If you determine that your situation or decision would benefit from having an in-person event to collect input, consider the following questions to select an appropriate input tool.

  • What is the purpose or goal of the event? Purpose or goal should always drive your choice of input tool.
  • How many attendees are you expecting? Smaller numbers of attendees allow for more flexibility in the design of the in-person event and can provide for more interaction among attendees.
  • Do attendees want to have their comments as part of the public record? Formal public meetings or hearings typically allow attendees to make formal comment that can become part of the public record.
  • Do you want attendees to interact with one another, or only with the decision maker? If attendees want to interact with one another, then the event should allow for small group conversations and should not allow only one person at a time to make formal comment. If relationship building is important, you should select a tool that allows for more interaction across stakeholder groups and interests.
  • Do you want stakeholders to respond to a proposal? If you’re seeking comment on a proposal, public meetings, hearings, or those that involve computer-assisted processes might be appropriate.
  • Do you want stakeholders to work together to develop options or alternatives for consideration? Interactive and intensive processes, such as workshops or charrettes, are useful tools for stakeholders to work together to develop specific alternatives.
  • How much time and/or other resources do you have to prepare for the event? All in-person events require time and planning. Typically, more time and resources are required to plan and implement tools that involve more intensive interaction among stakeholders.

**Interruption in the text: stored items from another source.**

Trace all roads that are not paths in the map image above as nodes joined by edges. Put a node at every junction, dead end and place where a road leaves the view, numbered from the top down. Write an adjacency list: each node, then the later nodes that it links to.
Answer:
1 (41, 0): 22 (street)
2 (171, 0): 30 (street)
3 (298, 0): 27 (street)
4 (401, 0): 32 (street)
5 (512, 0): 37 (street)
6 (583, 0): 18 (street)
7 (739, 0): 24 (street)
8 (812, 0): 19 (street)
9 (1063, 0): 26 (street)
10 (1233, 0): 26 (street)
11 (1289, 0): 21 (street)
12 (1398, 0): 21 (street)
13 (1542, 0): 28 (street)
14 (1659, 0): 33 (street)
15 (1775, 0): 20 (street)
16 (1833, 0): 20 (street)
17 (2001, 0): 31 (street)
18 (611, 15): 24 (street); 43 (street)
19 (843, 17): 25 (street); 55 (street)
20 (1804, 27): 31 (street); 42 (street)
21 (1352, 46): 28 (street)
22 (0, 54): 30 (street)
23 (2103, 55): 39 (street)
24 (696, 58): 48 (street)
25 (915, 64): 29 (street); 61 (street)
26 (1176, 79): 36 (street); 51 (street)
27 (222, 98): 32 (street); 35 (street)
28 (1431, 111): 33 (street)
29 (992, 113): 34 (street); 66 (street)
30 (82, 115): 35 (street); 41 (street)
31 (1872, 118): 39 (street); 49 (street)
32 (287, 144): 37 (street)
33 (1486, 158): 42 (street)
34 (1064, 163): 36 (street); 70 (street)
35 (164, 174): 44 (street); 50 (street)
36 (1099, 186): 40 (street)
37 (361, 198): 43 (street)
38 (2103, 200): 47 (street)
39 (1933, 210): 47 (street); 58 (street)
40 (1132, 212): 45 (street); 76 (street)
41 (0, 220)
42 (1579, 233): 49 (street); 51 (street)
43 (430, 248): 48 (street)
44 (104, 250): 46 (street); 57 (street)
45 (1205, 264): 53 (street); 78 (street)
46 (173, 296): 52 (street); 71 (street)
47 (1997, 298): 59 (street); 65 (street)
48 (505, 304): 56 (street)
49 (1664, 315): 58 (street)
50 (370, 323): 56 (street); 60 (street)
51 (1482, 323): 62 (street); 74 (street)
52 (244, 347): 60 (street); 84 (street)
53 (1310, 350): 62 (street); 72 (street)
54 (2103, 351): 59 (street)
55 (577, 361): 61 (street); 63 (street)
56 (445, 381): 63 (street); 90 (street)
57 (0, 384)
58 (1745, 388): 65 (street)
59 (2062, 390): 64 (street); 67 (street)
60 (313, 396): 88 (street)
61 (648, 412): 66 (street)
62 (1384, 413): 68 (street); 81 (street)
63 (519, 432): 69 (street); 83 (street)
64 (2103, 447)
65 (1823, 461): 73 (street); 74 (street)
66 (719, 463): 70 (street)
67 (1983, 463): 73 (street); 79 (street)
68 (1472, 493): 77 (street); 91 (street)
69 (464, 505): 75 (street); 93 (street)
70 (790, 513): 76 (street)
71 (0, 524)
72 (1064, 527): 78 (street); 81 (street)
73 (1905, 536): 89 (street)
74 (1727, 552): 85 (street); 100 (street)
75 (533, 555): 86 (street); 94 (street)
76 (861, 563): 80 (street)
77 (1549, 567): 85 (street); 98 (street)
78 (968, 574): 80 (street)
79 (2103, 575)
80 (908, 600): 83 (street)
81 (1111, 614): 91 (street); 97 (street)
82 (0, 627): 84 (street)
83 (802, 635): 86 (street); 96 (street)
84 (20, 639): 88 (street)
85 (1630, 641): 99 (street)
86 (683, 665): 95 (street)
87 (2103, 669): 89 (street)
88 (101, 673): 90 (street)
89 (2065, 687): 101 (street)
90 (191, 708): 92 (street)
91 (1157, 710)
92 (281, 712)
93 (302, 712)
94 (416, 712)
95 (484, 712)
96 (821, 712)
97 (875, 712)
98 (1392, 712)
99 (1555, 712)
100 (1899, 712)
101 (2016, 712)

The following table lists some basic in-person tools for obtaining public input.

In-Person Tools for Generating Input
Tool # of Participants Best Suited for
Interviews Individual or Small Group Learning about individual perspectives on issues
Focus Groups Small groups (15 or fewer) Exploring attitudes and opinions in depth
Study Circles Small (5-20) Information sharing and focused dialogue
Public Meetings/Hearings Large groups Presenting information to and receiving comments or feedback from the public

Public Workshops Exit
(Effective Engagement Toolkit from Victoria, Australia, Department of Sustainability and Environment)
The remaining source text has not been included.